Frog-soil water relations were examined for frogs in each of the habitat types
(sand dune, claypan and swale), indicating that N. nichollsi were in
positive water balance in sand dunes in 2004 while all other frogs excavated
were in soil with a theoretical deficit to moisture requirements.
Water balance of cocooned N. aquilonius
In 2003, the six N. aquilonius excavated from a claypan all had a
well-formed thick cocoon, and the moisture in the claypan soil was only half
that necessary to balance the osmotic pressure of the plasma. Therefore, these
N. aquilonius would have been losing water to the surrounding soil
although their cocoons would have considerably decreased the rate of loss
(Withers, 1998a). Presumably,
these frogs had burrowed into the claypan while the clay was soft with
moisture and had garnered water from the soil until the soil had dried enough
to limit water gain and the frogs then formed a cocoon. Our study provides
some evidence that this may also be the case for N. aquilonius in
2004. The single individual excavated from a claypan in 2004 had only a very
thin cocoon, which was too fragile to prepare a section for layer counting.
Moisture levels in the soil surrounding this frog (3.7%) were only slightly
less than calculated to be necessary for the frog to maintain water balance
(3.8%). Although rainfall had not occurred for several months prior to the
excavation of this frog, it appears that N. aquilonius in claypans do
not form a cocoon until they are in negative water balance. This is also
consistent with the findings for cocoonless N. aquilonius excavated
from the swale (see below). Once the cocoon has formed, frogs are almost a
closed system, not voiding urine and relying on stored water to maintain
hydration; water loss/gain is limited by the cocoon and respiratory water loss
is low because of the decreased ventilation requirements of metabolic
depression (Withers, 1993).
Similarly, Cyclorana platycephala commonly do not form a cocoon until
two weeks (van Beurden, 1984)
or longer (McMaster, personal observation) after burrowing, which may be
because soil moisture is high enough to maintain hydration during this initial
period.
The cocoons of N. aquilonius excavated in this study comprised the
most layers in a frog cocoon yet recorded (81-229 layers), and the cocoon is
thus likely to have been formed over a significantly longer period of time
than for any previous studies of cocoon-forming species. L. llanensis
cocoon formed over 150 days had up to 60 layers, and a Cyclorana
cultripes cocoon formed over 85 days had 51 layers
(McClanahan et al., 1976;
Withers and Thompson, 2000).
In general, cocoon thickness should reflect the number of layers.
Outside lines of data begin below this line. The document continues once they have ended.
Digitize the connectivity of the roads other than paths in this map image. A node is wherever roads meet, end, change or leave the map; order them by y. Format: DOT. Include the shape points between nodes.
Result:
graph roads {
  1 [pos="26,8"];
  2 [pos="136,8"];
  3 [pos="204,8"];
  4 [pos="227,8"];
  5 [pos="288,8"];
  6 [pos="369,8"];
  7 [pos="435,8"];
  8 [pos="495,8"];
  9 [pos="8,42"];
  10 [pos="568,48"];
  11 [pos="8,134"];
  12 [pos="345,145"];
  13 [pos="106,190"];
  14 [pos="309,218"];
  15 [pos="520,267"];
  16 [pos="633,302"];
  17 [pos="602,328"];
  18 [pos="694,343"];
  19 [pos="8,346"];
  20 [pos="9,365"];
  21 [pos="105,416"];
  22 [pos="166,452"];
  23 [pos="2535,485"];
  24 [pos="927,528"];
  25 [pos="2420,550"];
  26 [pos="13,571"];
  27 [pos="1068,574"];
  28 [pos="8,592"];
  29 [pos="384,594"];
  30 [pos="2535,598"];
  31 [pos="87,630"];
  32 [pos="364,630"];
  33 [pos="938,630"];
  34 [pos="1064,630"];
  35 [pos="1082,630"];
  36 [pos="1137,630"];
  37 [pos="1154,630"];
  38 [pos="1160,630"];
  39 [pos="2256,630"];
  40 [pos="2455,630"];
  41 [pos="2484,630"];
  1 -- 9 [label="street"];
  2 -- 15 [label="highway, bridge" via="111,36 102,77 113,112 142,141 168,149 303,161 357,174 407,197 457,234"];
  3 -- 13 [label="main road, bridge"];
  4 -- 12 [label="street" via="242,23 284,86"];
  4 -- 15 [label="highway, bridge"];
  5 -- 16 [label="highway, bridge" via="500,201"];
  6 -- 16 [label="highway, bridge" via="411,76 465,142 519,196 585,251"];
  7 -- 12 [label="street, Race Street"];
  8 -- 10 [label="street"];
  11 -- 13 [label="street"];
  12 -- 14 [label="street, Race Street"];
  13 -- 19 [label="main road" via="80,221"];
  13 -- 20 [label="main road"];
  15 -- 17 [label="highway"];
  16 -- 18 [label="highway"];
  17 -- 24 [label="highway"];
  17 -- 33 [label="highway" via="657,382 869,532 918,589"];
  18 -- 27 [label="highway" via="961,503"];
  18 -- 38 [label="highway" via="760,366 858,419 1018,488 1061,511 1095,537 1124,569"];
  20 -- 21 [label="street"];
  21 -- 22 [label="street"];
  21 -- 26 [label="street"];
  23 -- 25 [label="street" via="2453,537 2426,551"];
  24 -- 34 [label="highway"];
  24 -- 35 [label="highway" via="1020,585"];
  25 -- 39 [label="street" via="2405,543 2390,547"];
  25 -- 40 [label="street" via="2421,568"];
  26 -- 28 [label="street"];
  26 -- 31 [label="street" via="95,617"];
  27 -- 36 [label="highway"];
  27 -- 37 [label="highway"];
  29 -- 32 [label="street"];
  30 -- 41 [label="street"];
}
Our
measurements of individual cocoon layer thicknesses (0.20-0.26 µm) are
smaller than previously recorded for Neobatrachus spp. (N.
sutor, 0.62 µm; N. kunapalari, 0.57 µm; N.
pelabatoides, 0.57 µm) (Withers,
1995) but are similar to the layer thickness of 0.2 µm
described for L. llanensis
(McClanahan et al., 1976).
Based on meteorological data, which indicate the last significant rainfall
in the region occurred in February 2002 (approximately 1.5 years or 548
days before our 2003 study), rates of cocoon formation for five of the six
excavated N. aquilonius are similar to the minimum rate reported by
Withers of 0.2-0.22 layers per day
(Withers, 1995). However, one
individual was anomalous and appeared to have either formed a cocoon at
approximately twice the rate of the other five individuals examined or formed
a cocoon over almost twice the time. This frog was excavated from within
metres of the other five frogs excavated so it is unlikely that the burrow of
this individual failed to be penetrated by rainfall in February 2002 when all
other nearby burrows apparently were. If water penetrated the burrow, the
frog's presumed existing cocoon would have been soaked and its integrity
compromised. Hence, it is unlikely the extra layers of this individual's
cocoon indicate a longer period of burrowing and aestivation and rather that
this N. aquilonius formed layers at almost twice the rate of the
other N. aquilonius in the vicinity. The rate of shedding in this
frog was 0.42 layers day-1, which is faster than the fastest rate
of 0.35 layers day-1 observed for Neobatrachus spp.
(Withers, 1995).
The current study appears to be one of a very small number to investigate
the ability of cocooned frogs to maintain water balance during aestivation in
the field. In the laboratory, the South American cocoon-forming L.
llanensis has a hydrated plasma osmolality of 212 mOsm kg-1,
which increases to 363 mOsm kg-1 after 44 days of cocooned
aestivation when induced to aestivate with an empty bladder
(McClanahan et al., 1976). The
lack of an initial bladder water reserve explains the relatively rapid
increase in osmolality as the frogs were without a urinary buffer to
increasing osmotic concentration. Cyclorana platycephala has been
reported to store on average 57% of its standard mass as dilute urine, which,
based on rates of water loss of burrowed cocooned frogs, was calculated
capable of countering water losses for 2-3 years
(van Beurden, 1982). However,
in this study, plasma and urine osmolality were not measured and so it remains
unknown if the urine would become isosmotic with the plasma in advance of 2-3
years, as was found to be the case in the current study for N.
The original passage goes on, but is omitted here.